▶ _PROBLEM TO SOLVE_
The records below should be written out again, exactly.

☆ ☆ ☆

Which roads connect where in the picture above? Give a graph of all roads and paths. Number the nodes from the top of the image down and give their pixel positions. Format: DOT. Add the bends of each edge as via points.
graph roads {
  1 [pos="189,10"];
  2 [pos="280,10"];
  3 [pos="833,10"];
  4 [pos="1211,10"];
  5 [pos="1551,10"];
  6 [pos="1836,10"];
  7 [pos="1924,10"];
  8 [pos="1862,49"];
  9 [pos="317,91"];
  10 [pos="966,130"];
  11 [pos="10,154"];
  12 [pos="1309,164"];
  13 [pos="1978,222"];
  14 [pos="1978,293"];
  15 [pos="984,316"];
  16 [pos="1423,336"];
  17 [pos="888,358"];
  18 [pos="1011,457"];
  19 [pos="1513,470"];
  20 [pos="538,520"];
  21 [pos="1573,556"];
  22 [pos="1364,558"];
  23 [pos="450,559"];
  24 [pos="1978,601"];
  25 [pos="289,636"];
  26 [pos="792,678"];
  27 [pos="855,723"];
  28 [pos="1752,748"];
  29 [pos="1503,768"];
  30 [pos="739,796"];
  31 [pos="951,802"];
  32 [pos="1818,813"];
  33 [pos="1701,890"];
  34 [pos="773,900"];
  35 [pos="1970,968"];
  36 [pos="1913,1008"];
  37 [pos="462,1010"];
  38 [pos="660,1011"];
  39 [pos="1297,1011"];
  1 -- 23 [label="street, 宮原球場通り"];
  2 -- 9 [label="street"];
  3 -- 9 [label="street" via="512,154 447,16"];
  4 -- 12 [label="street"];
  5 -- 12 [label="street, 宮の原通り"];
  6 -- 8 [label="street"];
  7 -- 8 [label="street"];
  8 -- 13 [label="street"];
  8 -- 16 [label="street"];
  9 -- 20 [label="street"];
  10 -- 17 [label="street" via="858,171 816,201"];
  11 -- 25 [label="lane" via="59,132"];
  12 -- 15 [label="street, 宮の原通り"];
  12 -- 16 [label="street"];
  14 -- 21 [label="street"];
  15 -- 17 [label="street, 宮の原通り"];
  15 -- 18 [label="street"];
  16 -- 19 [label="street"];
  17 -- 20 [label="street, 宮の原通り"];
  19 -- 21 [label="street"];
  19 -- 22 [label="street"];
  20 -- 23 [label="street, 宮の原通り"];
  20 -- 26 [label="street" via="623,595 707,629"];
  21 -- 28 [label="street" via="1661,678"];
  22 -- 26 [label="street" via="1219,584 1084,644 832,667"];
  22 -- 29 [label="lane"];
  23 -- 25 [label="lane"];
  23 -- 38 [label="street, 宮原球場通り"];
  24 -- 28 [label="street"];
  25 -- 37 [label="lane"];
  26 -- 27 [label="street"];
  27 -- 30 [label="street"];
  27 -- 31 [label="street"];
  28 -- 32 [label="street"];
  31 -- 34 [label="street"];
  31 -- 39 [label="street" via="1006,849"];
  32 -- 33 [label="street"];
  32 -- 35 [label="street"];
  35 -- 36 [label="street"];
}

☆ ☆ ☆

▶ _ANSWER BELOW_
Which roads connect where in the picture above? Give a graph of all roads and paths. Number the nodes from the top of the image down and give their pixel positions. Format: DOT. Add the bends of each edge as via points.
graph roads {
  1 [pos="189,10"];
  2 [pos="280,10"];
  3 [pos="833,10"];
  4 [pos="1211,10"];
  5 [pos="1551,10"];
  6 [pos="1836,10"];
  7 [pos="1924,10"];
  8 [pos="1862,49"];
  9 [pos="317,91"];
  10 [pos="966,130"];
  11 [pos="10,154"];
  12 [pos="1309,164"];
  13 [pos="1978,222"];
  14 [pos="1978,293"];
  15 [pos="984,316"];
  16 [pos="1423,336"];
  17 [pos="888,358"];
  18 [pos="1011,457"];
  19 [pos="1513,470"];
  20 [pos="538,520"];
  21 [pos="1573,556"];
  22 [pos="1364,558"];
  23 [pos="450,559"];
  24 [pos="1978,601"];
  25 [pos="289,636"];
  26 [pos="792,678"];
  27 [pos="855,723"];
  28 [pos="1752,748"];
  29 [pos="1503,768"];
  30 [pos="739,796"];
  31 [pos="951,802"];
  32 [pos="1818,813"];
  33 [pos="1701,890"];
  34 [pos="773,900"];
  35 [pos="1970,968"];
  36 [pos="1913,1008"];
  37 [pos="462,1010"];
  38 [pos="660,1011"];
  39 [pos="1297,1011"];
  1 -- 23 [label="street, 宮原球場通り"];
  2 -- 9 [label="street"];
  3 -- 9 [label="street" via="512,154 447,16"];
  4 -- 12 [label="street"];
  5 -- 12 [label="street, 宮の原通り"];
  6 -- 8 [label="street"];
  7 -- 8 [label="street"];
  8 -- 13 [label="street"];
  8 -- 16 [label="street"];
  9 -- 20 [label="street"];
  10 -- 17 [label="street" via="858,171 816,201"];
  11 -- 25 [label="lane" via="59,132"];
  12 -- 15 [label="street, 宮の原通り"];
  12 -- 16 [label="street"];
  14 -- 21 [label="street"];
  15 -- 17 [label="street, 宮の原通り"];
  15 -- 18 [label="street"];
  16 -- 19 [label="street"];
  17 -- 20 [label="street, 宮の原通り"];
  19 -- 21 [label="street"];
  19 -- 22 [label="street"];
  20 -- 23 [label="street, 宮の原通り"];
  20 -- 26 [label="street" via="623,595 707,629"];
  21 -- 28 [label="street" via="1661,678"];
  22 -- 26 [label="street" via="1219,584 1084,644 832,667"];
  22 -- 29 [label="lane"];
  23 -- 25 [label="lane"];
  23 -- 38 [label="street, 宮原球場通り"];
  24 -- 28 [label="street"];
  25 -- 37 [label="lane"];
  26 -- 27 [label="street"];
  27 -- 30 [label="street"];
  27 -- 31 [label="street"];
  28 -- 32 [label="street"];
  31 -- 34 [label="street"];
  31 -- 39 [label="street" via="1006,849"];
  32 -- 33 [label="street"];
  32 -- 35 [label="street"];
  35 -- 36 [label="street"];
}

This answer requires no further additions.